Repeat the data in full and exactly. Leave the pictures out.

[Collected data entries]
****************************************

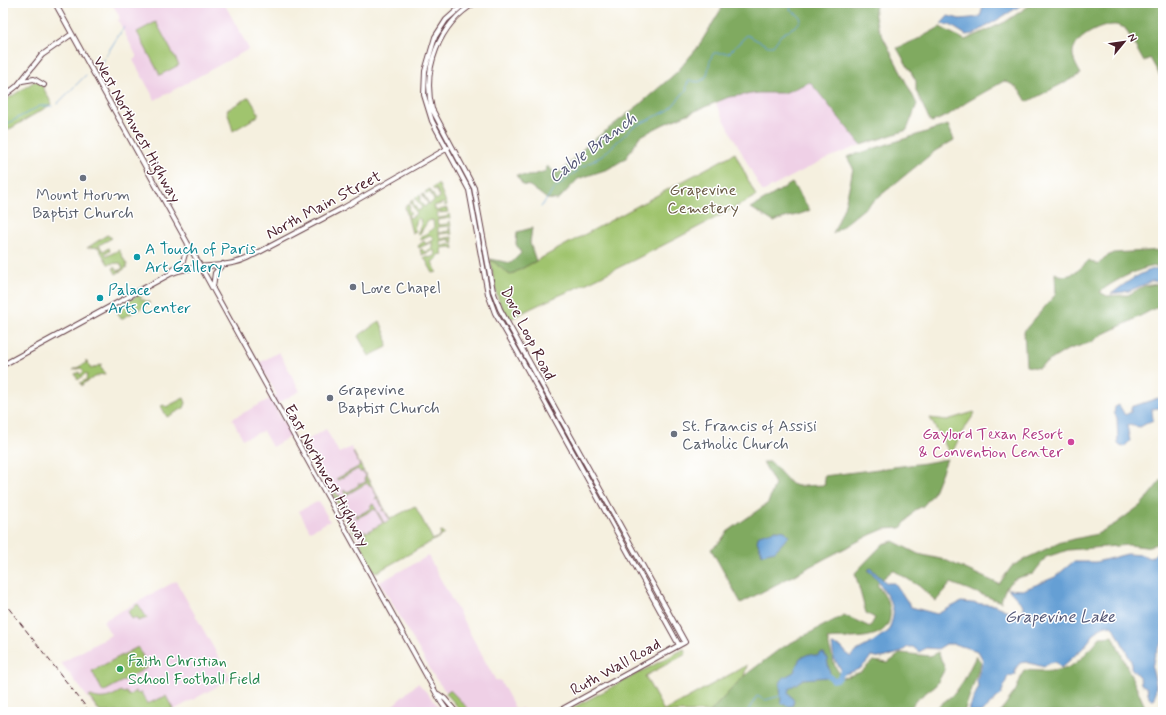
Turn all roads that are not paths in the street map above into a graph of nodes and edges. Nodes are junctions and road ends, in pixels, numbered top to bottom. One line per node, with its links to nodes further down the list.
1 (55, 3): 4 (main road, West Northwest Highway)
2 (465, 3): 8 (main road, Dove Loop Road)
3 (475, 3): 8 (main road, Dove Loop Road)
4 (72, 34): 5 (main road); 9 (main road, West Northwest Highway)
5 (22, 81): 6 (main road); 7 (main road)
6 (44, 85)
7 (3, 97)
8 (449, 147): 10 (main road, North Main Street); 15 (main road, Dove Loop Road)
9 (188, 244): 11 (main road, West Northwest Highway); 12 (main road)
10 (224, 264): 11 (main road, North Main Street); 13 (main road)
11 (200, 266): 12 (main road, North Main Street); 13 (main road, East Northwest Highway)
12 (170, 274): 14 (main road)
13 (214, 290): 20 (main road, East Northwest Highway)
14 (3, 365)
15 (615, 523): 16 (main road, Dove Loop Road); 17 (main road, Dove Loop Road)
16 (654, 589): 17 (main road); 18 (main road, Dove Loop Road)
17 (650, 591): 19 (main road, Dove Loop Road)
18 (684, 642): 19 (main road, Ruth Wall Road)
19 (679, 645): 23 (main road, Ruth Wall Road)
20 (437, 694): 21 (main road, East Northwest Highway); 22 (main road, East Northwest Highway)
21 (448, 712)
22 (456, 712)
23 (557, 712)

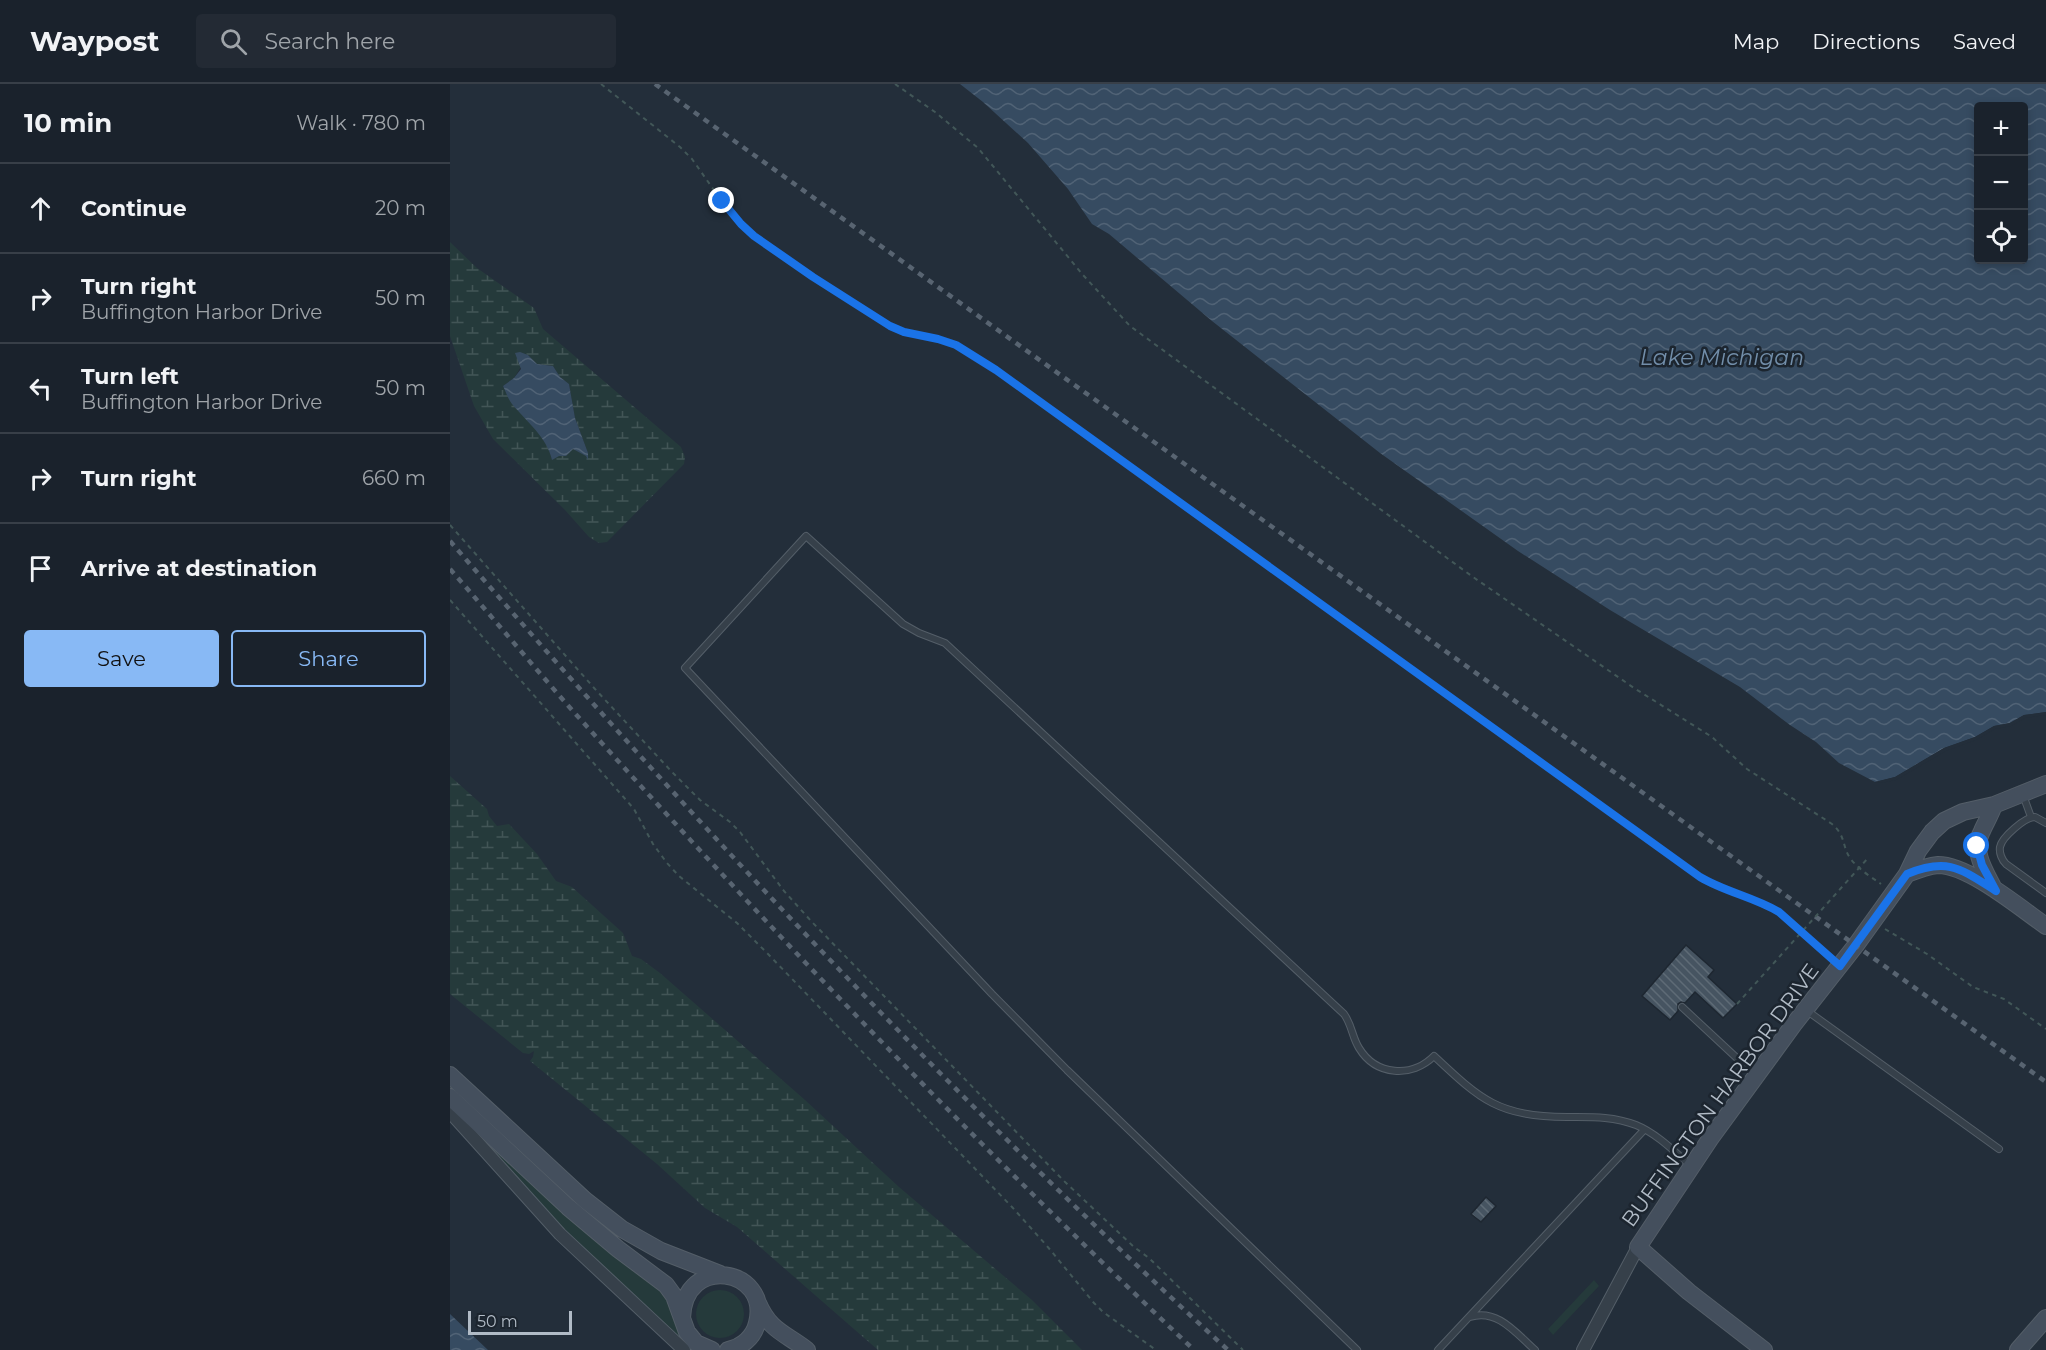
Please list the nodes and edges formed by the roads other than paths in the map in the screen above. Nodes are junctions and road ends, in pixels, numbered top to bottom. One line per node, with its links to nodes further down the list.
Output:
1 (2046, 784): 3 (street, BUFFINGTON HARBOR DRIVE)
2 (2046, 789): 3 (lane)
3 (2025, 792): 4 (street, BUFFINGTON HARBOR DRIVE); 5 (lane)
4 (1994, 805): 7 (street, BUFFINGTON HARBOR DRIVE); 8 (street)
5 (2031, 817): 6 (lane); 9 (lane)
6 (2046, 823)
7 (1907, 874): 8 (street); 12 (street, BUFFINGTON HARBOR DRIVE)
8 (1996, 891): 10 (street)
9 (2046, 893)
10 (2046, 926)
11 (1682, 1007): 14 (lane)
12 (1806, 1010): 14 (street, BUFFINGTON HARBOR DRIVE); 18 (lane)
13 (450, 1075): 21 (street)
14 (1756, 1076): 19 (street, BUFFINGTON HARBOR DRIVE)
15 (450, 1097): 25 (street)
16 (450, 1112): 27 (street)
17 (1644, 1130): 19 (lane); 23 (lane); 30 (lane)
18 (1999, 1149)
19 (1692, 1166): 20 (street, BUFFINGTON HARBOR DRIVE)
20 (1638, 1247): 33 (street, BUFFINGTON HARBOR DRIVE); 34 (street)
21 (720, 1274): 22 (street); 25 (street)
22 (758, 1302): 26 (street); 29 (street)
23 (1469, 1317): 31 (lane); 32 (lane)
24 (2046, 1318): 35 (street)
25 (682, 1319): 28 (street)
26 (737, 1349)
27 (684, 1350)
28 (712, 1350)
29 (807, 1350)
30 (1357, 1350)
31 (1438, 1350)
32 (1535, 1350)
33 (1583, 1350)
34 (1764, 1350)
35 (2018, 1350)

****************************************

(Your solution):
Turn all roads that are not paths in the street map above into a graph of nodes and edges. Nodes are junctions and road ends, in pixels, numbered top to bottom. One line per node, with its links to nodes further down the list.
1 (55, 3): 4 (main road, West Northwest Highway)
2 (465, 3): 8 (main road, Dove Loop Road)
3 (475, 3): 8 (main road, Dove Loop Road)
4 (72, 34): 5 (main road); 9 (main road, West Northwest Highway)
5 (22, 81): 6 (main road); 7 (main road)
6 (44, 85)
7 (3, 97)
8 (449, 147): 10 (main road, North Main Street); 15 (main road, Dove Loop Road)
9 (188, 244): 11 (main road, West Northwest Highway); 12 (main road)
10 (224, 264): 11 (main road, North Main Street); 13 (main road)
11 (200, 266): 12 (main road, North Main Street); 13 (main road, East Northwest Highway)
12 (170, 274): 14 (main road)
13 (214, 290): 20 (main road, East Northwest Highway)
14 (3, 365)
15 (615, 523): 16 (main road, Dove Loop Road); 17 (main road, Dove Loop Road)
16 (654, 589): 17 (main road); 18 (main road, Dove Loop Road)
17 (650, 591): 19 (main road, Dove Loop Road)
18 (684, 642): 19 (main road, Ruth Wall Road)
19 (679, 645): 23 (main road, Ruth Wall Road)
20 (437, 694): 21 (main road, East Northwest Highway); 22 (main road, East Northwest Highway)
21 (448, 712)
22 (456, 712)
23 (557, 712)

Please list the nodes and edges formed by the roads other than paths in the map in the screen above. Nodes are junctions and road ends, in pixels, numbered top to bottom. One line per node, with its links to nodes further down the list.
Output:
1 (2046, 784): 3 (street, BUFFINGTON HARBOR DRIVE)
2 (2046, 789): 3 (lane)
3 (2025, 792): 4 (street, BUFFINGTON HARBOR DRIVE); 5 (lane)
4 (1994, 805): 7 (street, BUFFINGTON HARBOR DRIVE); 8 (street)
5 (2031, 817): 6 (lane); 9 (lane)
6 (2046, 823)
7 (1907, 874): 8 (street); 12 (street, BUFFINGTON HARBOR DRIVE)
8 (1996, 891): 10 (street)
9 (2046, 893)
10 (2046, 926)
11 (1682, 1007): 14 (lane)
12 (1806, 1010): 14 (street, BUFFINGTON HARBOR DRIVE); 18 (lane)
13 (450, 1075): 21 (street)
14 (1756, 1076): 19 (street, BUFFINGTON HARBOR DRIVE)
15 (450, 1097): 25 (street)
16 (450, 1112): 27 (street)
17 (1644, 1130): 19 (lane); 23 (lane); 30 (lane)
18 (1999, 1149)
19 (1692, 1166): 20 (street, BUFFINGTON HARBOR DRIVE)
20 (1638, 1247): 33 (street, BUFFINGTON HARBOR DRIVE); 34 (street)
21 (720, 1274): 22 (street); 25 (street)
22 (758, 1302): 26 (street); 29 (street)
23 (1469, 1317): 31 (lane); 32 (lane)
24 (2046, 1318): 35 (street)
25 (682, 1319): 28 (street)
26 (737, 1349)
27 (684, 1350)
28 (712, 1350)
29 (807, 1350)
30 (1357, 1350)
31 (1438, 1350)
32 (1535, 1350)
33 (1583, 1350)
34 (1764, 1350)
35 (2018, 1350)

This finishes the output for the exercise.